- **ASSIGNED TASK**: Filter the entries for lines with the word "small".

++++ PROVIDED DATA ++++

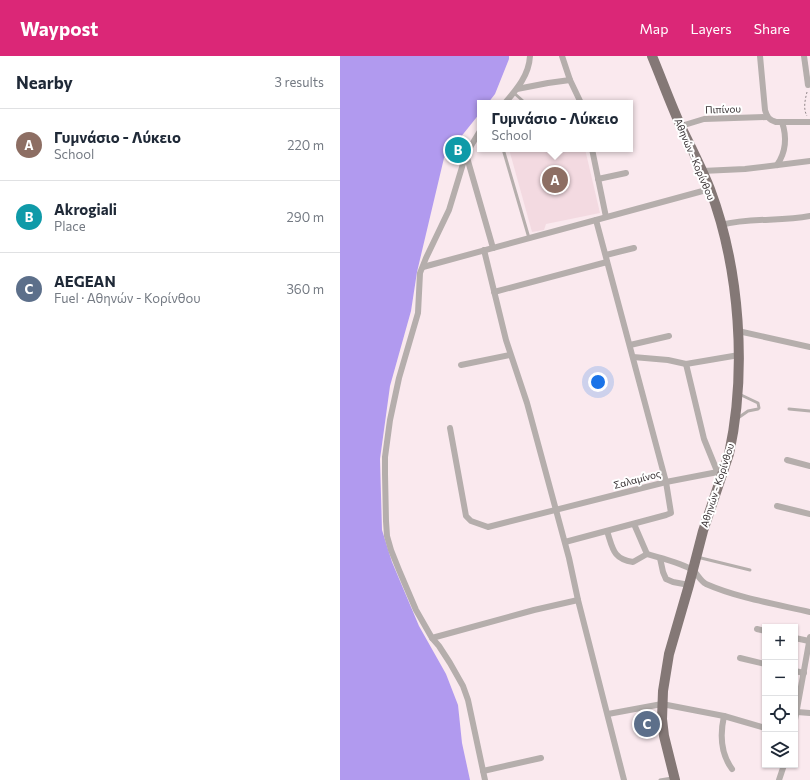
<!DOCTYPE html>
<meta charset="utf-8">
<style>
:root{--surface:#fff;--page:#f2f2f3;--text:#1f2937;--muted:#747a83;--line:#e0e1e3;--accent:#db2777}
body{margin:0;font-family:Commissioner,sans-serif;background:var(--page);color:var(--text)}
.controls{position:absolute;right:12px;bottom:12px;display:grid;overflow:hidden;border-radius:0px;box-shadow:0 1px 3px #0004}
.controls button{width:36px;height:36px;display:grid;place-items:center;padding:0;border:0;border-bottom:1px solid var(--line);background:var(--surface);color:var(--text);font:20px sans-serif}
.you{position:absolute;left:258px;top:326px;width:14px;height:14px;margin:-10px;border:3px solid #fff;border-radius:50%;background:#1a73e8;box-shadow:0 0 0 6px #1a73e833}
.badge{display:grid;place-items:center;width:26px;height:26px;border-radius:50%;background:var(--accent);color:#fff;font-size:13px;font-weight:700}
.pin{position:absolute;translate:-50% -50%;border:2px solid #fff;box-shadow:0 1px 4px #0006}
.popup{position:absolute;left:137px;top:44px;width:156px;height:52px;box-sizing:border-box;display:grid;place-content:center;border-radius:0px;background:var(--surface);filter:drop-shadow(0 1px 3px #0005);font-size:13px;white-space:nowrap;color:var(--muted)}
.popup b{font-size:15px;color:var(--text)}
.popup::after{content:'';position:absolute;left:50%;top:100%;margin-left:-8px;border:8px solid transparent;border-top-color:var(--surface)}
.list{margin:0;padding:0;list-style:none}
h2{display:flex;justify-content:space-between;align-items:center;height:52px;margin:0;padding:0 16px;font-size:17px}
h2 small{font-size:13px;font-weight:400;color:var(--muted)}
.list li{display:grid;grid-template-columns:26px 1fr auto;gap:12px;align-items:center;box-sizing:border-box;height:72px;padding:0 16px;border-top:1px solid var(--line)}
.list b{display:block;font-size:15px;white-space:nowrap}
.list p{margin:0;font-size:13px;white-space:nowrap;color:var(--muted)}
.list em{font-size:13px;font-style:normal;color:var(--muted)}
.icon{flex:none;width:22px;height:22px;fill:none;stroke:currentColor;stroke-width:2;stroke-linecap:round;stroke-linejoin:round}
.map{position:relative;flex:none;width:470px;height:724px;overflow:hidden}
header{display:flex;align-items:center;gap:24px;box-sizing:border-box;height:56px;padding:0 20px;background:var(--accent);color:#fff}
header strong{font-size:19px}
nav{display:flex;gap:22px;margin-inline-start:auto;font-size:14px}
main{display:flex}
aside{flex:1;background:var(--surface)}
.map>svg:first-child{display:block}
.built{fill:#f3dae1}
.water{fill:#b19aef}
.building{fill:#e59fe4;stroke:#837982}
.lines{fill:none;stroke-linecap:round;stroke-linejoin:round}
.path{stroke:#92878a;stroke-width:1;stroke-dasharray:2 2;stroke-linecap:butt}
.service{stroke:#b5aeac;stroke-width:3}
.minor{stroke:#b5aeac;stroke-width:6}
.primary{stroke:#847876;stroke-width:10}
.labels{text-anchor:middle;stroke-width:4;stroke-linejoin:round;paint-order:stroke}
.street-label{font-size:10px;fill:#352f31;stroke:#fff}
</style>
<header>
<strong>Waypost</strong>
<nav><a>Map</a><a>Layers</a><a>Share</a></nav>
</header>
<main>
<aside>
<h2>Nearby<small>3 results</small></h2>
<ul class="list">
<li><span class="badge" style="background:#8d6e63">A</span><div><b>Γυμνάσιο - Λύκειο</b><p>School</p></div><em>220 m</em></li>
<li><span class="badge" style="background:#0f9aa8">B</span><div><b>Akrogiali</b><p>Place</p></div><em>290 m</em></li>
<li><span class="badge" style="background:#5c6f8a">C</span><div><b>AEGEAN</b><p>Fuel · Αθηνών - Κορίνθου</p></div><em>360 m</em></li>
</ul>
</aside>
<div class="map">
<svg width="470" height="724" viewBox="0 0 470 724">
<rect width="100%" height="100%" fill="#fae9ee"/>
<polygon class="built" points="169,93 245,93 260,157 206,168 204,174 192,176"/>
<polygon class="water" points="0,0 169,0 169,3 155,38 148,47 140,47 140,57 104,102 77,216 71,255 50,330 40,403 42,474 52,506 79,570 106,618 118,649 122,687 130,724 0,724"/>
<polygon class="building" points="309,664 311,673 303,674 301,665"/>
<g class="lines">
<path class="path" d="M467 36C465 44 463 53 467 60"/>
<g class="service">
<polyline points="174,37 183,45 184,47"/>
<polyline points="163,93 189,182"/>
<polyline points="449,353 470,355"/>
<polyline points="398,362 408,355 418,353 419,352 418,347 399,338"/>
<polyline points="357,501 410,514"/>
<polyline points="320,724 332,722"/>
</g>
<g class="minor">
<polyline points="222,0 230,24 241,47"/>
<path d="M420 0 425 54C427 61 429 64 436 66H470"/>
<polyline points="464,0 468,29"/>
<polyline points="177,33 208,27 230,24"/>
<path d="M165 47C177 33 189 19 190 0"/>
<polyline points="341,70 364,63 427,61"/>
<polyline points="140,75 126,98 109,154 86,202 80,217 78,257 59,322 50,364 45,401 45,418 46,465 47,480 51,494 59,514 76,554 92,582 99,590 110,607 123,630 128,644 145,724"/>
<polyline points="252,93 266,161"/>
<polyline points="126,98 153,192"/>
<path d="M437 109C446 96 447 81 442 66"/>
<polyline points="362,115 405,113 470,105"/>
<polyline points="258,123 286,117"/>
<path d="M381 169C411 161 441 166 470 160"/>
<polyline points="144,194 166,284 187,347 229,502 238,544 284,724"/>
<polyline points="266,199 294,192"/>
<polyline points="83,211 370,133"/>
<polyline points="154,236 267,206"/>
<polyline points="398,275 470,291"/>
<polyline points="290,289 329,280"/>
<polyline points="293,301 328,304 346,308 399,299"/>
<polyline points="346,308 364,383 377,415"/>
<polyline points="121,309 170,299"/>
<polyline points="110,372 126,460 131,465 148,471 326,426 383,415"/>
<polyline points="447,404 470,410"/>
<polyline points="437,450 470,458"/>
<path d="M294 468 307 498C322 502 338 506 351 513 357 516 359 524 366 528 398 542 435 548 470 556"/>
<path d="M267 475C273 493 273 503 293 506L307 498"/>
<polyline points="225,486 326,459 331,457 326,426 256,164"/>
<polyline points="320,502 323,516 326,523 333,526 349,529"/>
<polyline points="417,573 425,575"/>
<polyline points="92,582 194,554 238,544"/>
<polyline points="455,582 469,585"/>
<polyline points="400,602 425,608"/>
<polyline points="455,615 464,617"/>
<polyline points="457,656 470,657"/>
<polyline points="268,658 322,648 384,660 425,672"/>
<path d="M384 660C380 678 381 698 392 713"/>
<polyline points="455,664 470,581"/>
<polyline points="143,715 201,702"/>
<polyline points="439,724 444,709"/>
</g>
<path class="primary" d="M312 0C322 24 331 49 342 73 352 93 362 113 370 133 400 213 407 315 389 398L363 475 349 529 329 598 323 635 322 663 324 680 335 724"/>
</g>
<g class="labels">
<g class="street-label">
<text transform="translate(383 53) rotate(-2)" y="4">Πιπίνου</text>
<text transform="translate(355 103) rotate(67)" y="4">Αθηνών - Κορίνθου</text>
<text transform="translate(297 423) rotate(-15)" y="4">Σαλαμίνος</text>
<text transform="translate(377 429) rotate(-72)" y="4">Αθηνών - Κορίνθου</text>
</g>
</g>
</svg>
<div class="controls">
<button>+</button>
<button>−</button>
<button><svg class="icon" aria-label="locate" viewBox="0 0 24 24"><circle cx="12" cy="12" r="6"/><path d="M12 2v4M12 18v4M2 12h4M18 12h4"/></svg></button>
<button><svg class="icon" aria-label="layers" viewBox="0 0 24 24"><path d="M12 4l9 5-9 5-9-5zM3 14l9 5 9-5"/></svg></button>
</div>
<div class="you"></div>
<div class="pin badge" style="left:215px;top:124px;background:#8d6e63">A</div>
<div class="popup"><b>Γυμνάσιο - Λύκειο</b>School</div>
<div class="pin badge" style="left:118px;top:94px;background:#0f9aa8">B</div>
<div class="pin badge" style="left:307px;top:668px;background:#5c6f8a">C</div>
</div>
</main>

++++

- **TASK RESULT**:
h2 small{font-size:13px;font-weight:400;color:var(--muted)}
<h2>Nearby<small>3 results</small></h2>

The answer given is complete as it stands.